[Data entries]
○ ○ ○ ○ ○ ○ ○
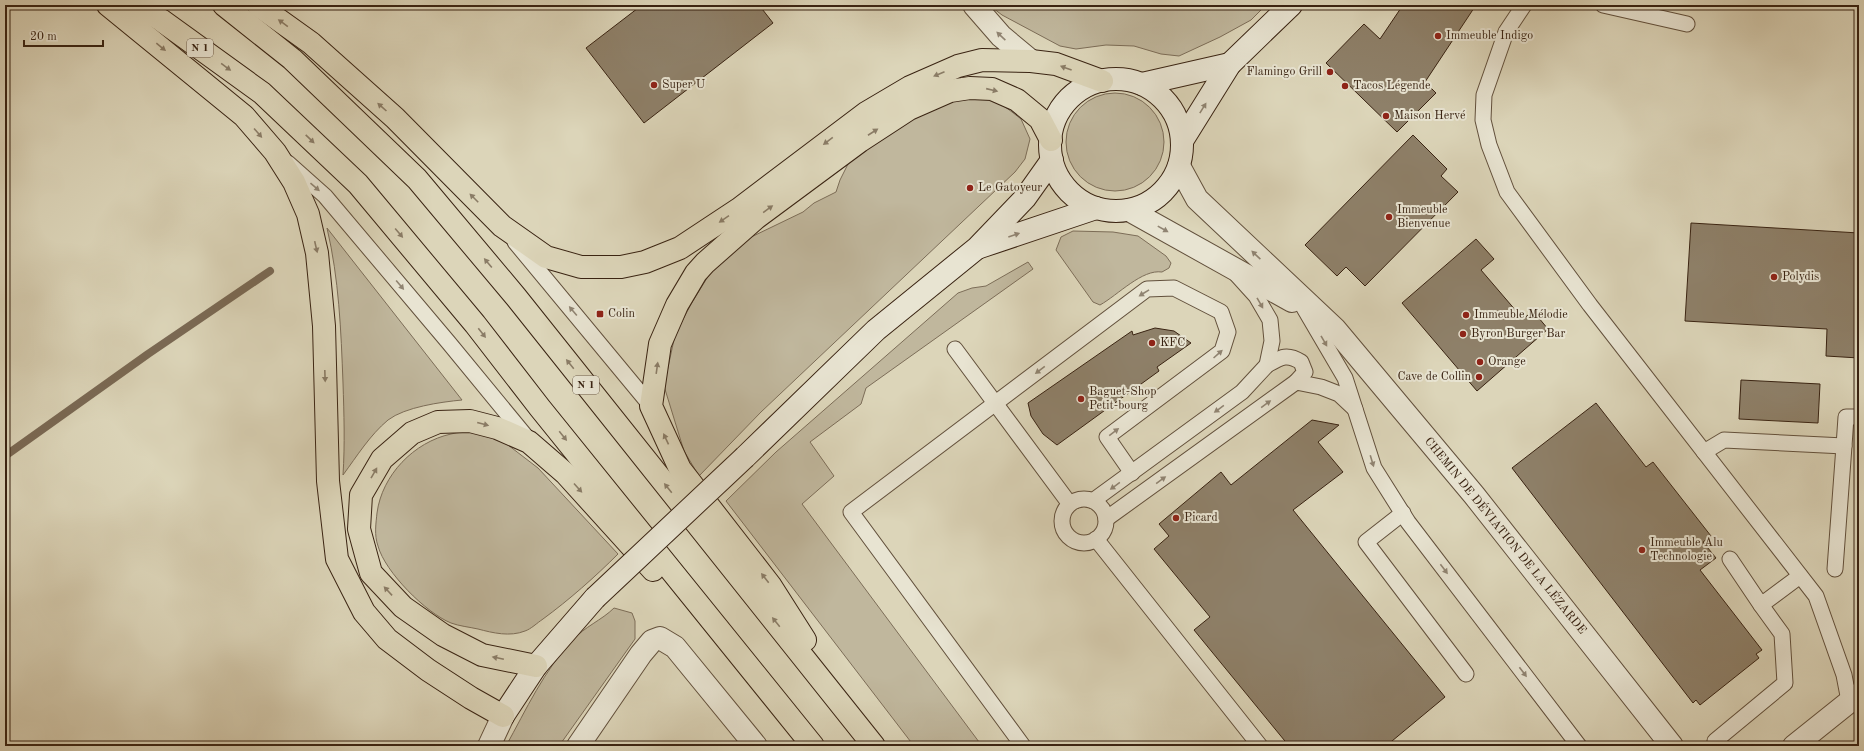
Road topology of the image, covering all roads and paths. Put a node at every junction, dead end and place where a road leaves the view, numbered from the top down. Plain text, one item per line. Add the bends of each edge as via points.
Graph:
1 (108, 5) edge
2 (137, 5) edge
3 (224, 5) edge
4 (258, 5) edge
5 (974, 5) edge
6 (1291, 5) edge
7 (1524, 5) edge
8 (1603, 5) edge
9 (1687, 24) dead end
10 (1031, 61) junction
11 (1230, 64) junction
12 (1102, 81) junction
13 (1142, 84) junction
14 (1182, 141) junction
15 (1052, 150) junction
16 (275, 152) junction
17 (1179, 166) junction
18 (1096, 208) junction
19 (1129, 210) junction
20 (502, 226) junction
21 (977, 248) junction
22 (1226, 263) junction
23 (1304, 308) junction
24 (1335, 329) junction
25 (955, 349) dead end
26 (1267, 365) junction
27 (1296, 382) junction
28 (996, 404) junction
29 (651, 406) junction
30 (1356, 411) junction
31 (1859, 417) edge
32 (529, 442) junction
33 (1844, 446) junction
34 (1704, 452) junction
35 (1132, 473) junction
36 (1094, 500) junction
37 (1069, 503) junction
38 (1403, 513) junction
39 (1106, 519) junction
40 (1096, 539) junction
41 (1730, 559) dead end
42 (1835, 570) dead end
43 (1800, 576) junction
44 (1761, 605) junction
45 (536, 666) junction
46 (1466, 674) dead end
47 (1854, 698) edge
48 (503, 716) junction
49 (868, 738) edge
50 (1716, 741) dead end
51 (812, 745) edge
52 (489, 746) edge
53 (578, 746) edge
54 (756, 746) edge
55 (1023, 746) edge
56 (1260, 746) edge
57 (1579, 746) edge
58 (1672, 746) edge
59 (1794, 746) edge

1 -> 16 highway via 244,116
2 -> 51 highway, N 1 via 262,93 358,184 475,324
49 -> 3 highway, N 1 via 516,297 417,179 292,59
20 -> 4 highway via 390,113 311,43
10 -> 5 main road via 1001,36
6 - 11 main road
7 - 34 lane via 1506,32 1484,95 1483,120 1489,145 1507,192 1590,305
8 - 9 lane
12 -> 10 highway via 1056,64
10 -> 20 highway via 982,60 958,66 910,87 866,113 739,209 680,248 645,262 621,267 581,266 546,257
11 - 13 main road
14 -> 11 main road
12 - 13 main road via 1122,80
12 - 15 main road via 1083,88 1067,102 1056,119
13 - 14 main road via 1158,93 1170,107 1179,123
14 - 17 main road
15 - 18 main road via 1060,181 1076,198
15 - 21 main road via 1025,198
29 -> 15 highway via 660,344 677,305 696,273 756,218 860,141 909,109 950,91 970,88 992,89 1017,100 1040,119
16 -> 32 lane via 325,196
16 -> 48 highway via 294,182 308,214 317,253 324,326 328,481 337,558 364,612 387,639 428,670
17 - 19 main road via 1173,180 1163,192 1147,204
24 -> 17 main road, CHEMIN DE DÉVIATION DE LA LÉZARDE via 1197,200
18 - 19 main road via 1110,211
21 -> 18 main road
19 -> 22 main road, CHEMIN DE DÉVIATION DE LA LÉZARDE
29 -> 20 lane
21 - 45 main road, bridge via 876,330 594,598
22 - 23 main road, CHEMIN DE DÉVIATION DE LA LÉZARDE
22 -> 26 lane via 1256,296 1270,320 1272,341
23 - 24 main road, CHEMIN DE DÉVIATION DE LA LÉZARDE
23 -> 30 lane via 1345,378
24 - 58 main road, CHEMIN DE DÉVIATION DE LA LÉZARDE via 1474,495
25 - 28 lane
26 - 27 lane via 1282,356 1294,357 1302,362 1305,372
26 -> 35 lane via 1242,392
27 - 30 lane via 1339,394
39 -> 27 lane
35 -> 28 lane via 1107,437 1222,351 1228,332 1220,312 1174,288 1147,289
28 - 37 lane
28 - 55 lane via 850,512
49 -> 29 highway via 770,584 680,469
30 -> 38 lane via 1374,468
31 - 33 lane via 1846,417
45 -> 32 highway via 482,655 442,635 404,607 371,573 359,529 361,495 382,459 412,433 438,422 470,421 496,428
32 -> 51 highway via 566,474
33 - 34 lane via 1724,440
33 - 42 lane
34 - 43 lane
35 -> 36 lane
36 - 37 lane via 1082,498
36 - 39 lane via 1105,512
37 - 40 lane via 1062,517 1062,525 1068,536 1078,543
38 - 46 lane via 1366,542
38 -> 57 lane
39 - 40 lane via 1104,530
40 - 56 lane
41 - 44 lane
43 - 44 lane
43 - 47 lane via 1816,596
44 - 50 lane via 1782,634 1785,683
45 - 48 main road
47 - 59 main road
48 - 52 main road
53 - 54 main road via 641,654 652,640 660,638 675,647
○ ○ ○ ○ ○ ○ ○
- **Task**: What is the number of lines above that contain the string "LÉZARDE"? Answer with that number only.

- **Output for this exercise**: 5